• [Data supplied]:

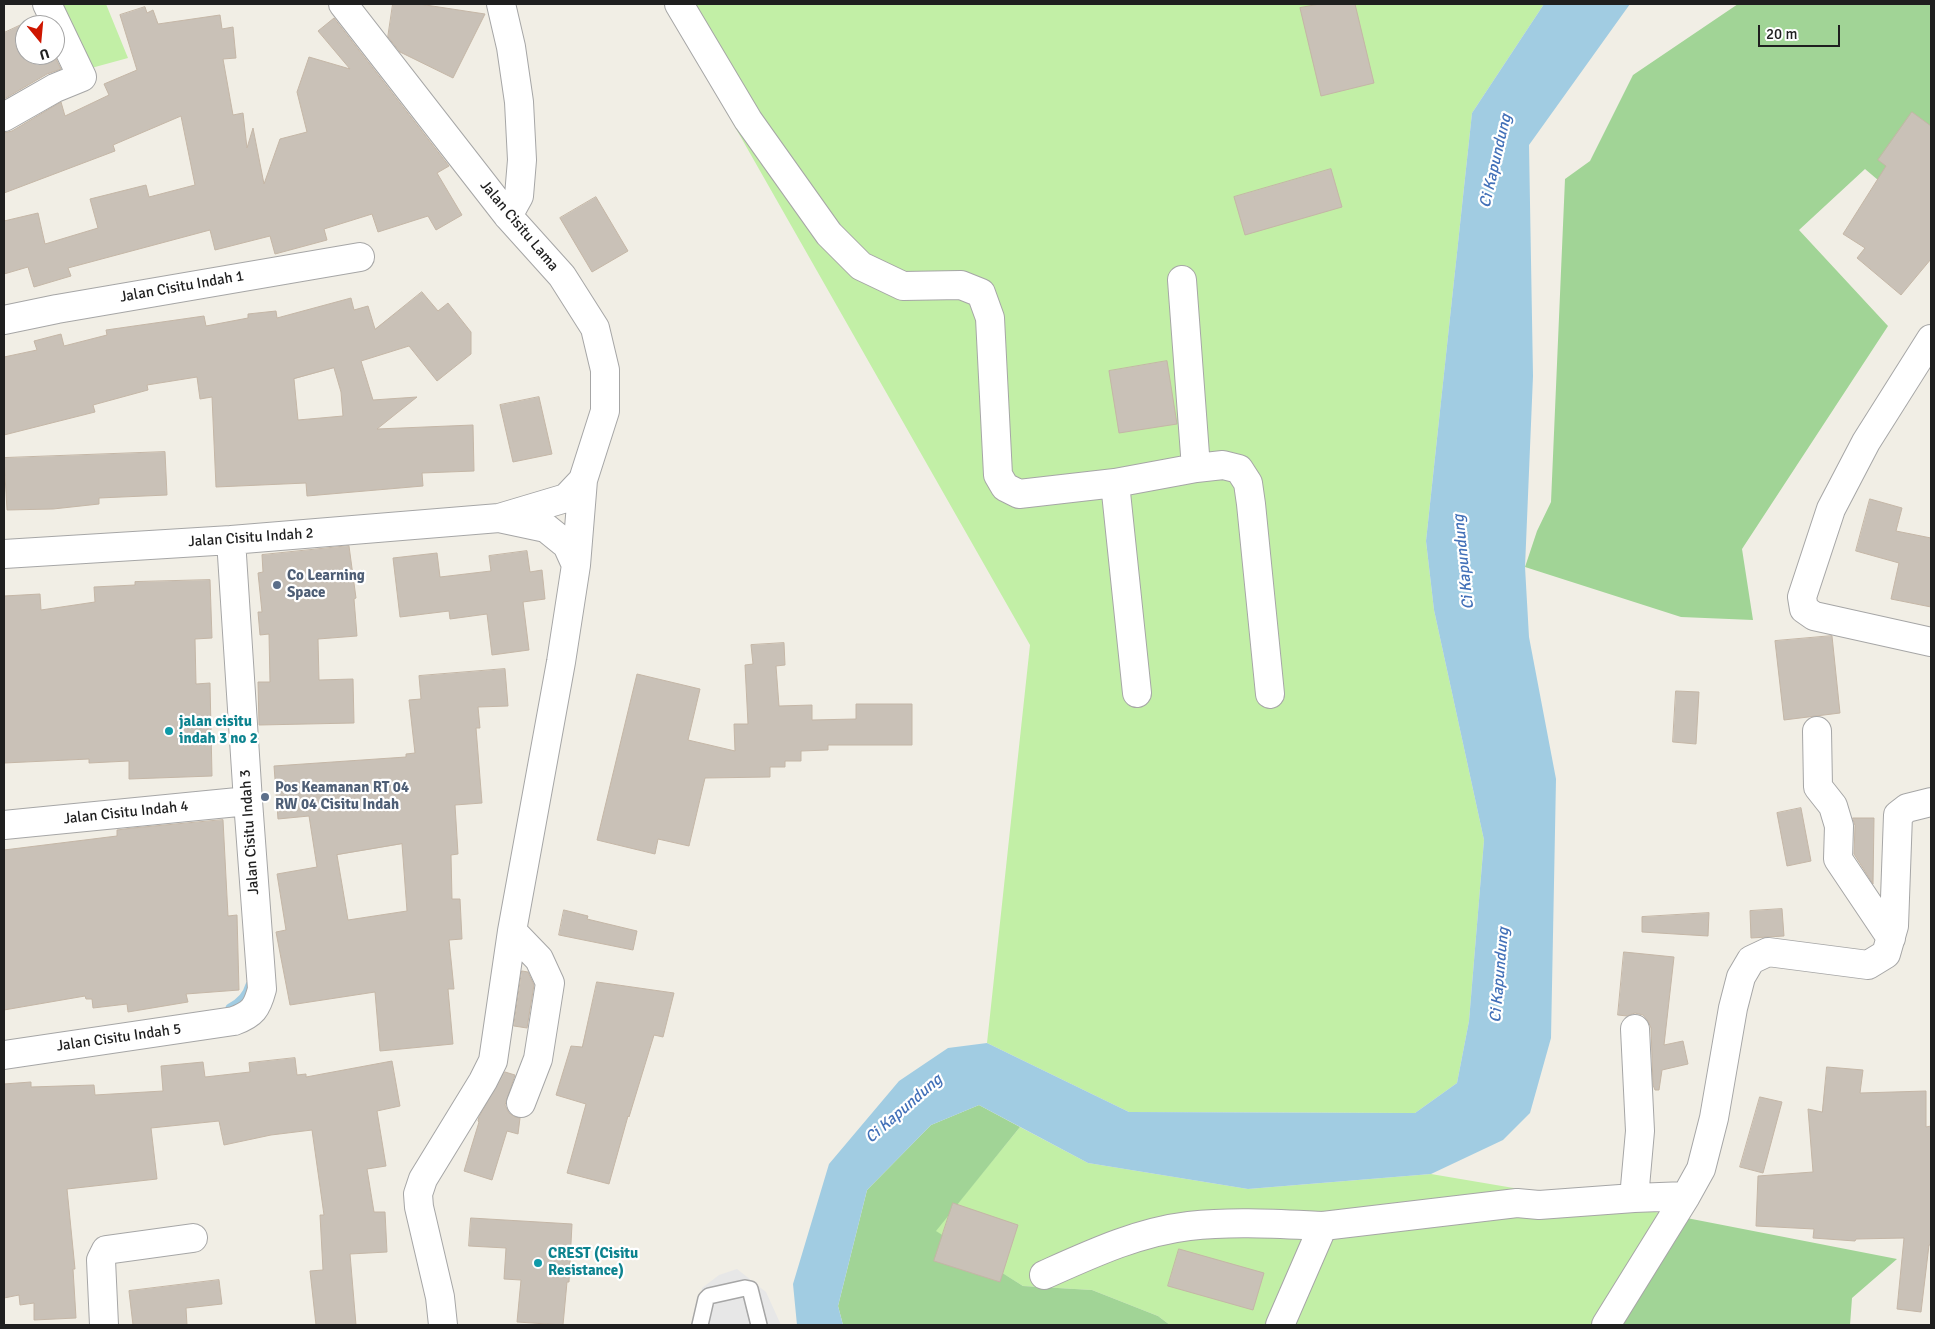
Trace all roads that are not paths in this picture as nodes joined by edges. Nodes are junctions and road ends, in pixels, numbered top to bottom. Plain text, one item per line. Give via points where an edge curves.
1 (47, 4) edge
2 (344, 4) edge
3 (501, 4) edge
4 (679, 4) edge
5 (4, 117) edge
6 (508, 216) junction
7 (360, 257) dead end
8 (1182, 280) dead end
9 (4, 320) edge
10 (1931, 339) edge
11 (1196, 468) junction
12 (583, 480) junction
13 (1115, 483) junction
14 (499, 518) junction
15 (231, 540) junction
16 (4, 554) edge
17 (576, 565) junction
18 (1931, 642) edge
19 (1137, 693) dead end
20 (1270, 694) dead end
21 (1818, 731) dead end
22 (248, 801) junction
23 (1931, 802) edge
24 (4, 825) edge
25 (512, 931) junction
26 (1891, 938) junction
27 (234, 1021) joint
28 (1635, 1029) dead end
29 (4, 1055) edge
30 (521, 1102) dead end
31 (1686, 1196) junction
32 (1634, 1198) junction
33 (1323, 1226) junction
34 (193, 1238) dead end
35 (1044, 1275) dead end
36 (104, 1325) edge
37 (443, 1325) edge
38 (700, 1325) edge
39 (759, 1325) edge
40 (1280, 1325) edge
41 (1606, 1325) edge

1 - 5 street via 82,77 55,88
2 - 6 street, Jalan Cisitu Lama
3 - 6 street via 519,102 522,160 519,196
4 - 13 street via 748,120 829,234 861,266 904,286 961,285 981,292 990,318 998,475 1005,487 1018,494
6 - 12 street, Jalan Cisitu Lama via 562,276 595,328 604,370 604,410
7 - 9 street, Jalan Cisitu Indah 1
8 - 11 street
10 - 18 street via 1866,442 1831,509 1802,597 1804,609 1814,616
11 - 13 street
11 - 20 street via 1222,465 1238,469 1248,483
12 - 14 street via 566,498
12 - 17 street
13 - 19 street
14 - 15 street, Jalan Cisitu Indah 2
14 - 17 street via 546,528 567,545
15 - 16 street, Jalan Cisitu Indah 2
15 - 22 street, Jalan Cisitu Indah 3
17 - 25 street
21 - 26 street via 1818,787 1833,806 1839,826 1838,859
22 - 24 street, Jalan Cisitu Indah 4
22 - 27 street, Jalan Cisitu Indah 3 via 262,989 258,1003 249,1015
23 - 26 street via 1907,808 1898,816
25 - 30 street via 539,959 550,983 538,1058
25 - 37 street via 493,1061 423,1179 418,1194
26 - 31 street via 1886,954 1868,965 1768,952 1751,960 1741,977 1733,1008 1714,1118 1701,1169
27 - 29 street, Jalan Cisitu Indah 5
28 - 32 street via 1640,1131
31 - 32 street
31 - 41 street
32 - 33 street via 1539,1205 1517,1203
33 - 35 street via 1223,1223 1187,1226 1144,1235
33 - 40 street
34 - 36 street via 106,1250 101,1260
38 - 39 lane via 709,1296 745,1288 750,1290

• [Your instructions]:
Since only the text is needed, retype the data above exactly and omit the pictures.

• [Response box]:
Trace all roads that are not paths in this picture as nodes joined by edges. Nodes are junctions and road ends, in pixels, numbered top to bottom. Plain text, one item per line. Give via points where an edge curves.
1 (47, 4) edge
2 (344, 4) edge
3 (501, 4) edge
4 (679, 4) edge
5 (4, 117) edge
6 (508, 216) junction
7 (360, 257) dead end
8 (1182, 280) dead end
9 (4, 320) edge
10 (1931, 339) edge
11 (1196, 468) junction
12 (583, 480) junction
13 (1115, 483) junction
14 (499, 518) junction
15 (231, 540) junction
16 (4, 554) edge
17 (576, 565) junction
18 (1931, 642) edge
19 (1137, 693) dead end
20 (1270, 694) dead end
21 (1818, 731) dead end
22 (248, 801) junction
23 (1931, 802) edge
24 (4, 825) edge
25 (512, 931) junction
26 (1891, 938) junction
27 (234, 1021) joint
28 (1635, 1029) dead end
29 (4, 1055) edge
30 (521, 1102) dead end
31 (1686, 1196) junction
32 (1634, 1198) junction
33 (1323, 1226) junction
34 (193, 1238) dead end
35 (1044, 1275) dead end
36 (104, 1325) edge
37 (443, 1325) edge
38 (700, 1325) edge
39 (759, 1325) edge
40 (1280, 1325) edge
41 (1606, 1325) edge

1 - 5 street via 82,77 55,88
2 - 6 street, Jalan Cisitu Lama
3 - 6 street via 519,102 522,160 519,196
4 - 13 street via 748,120 829,234 861,266 904,286 961,285 981,292 990,318 998,475 1005,487 1018,494
6 - 12 street, Jalan Cisitu Lama via 562,276 595,328 604,370 604,410
7 - 9 street, Jalan Cisitu Indah 1
8 - 11 street
10 - 18 street via 1866,442 1831,509 1802,597 1804,609 1814,616
11 - 13 street
11 - 20 street via 1222,465 1238,469 1248,483
12 - 14 street via 566,498
12 - 17 street
13 - 19 street
14 - 15 street, Jalan Cisitu Indah 2
14 - 17 street via 546,528 567,545
15 - 16 street, Jalan Cisitu Indah 2
15 - 22 street, Jalan Cisitu Indah 3
17 - 25 street
21 - 26 street via 1818,787 1833,806 1839,826 1838,859
22 - 24 street, Jalan Cisitu Indah 4
22 - 27 street, Jalan Cisitu Indah 3 via 262,989 258,1003 249,1015
23 - 26 street via 1907,808 1898,816
25 - 30 street via 539,959 550,983 538,1058
25 - 37 street via 493,1061 423,1179 418,1194
26 - 31 street via 1886,954 1868,965 1768,952 1751,960 1741,977 1733,1008 1714,1118 1701,1169
27 - 29 street, Jalan Cisitu Indah 5
28 - 32 street via 1640,1131
31 - 32 street
31 - 41 street
32 - 33 street via 1539,1205 1517,1203
33 - 35 street via 1223,1223 1187,1226 1144,1235
33 - 40 street
34 - 36 street via 106,1250 101,1260
38 - 39 lane via 709,1296 745,1288 750,1290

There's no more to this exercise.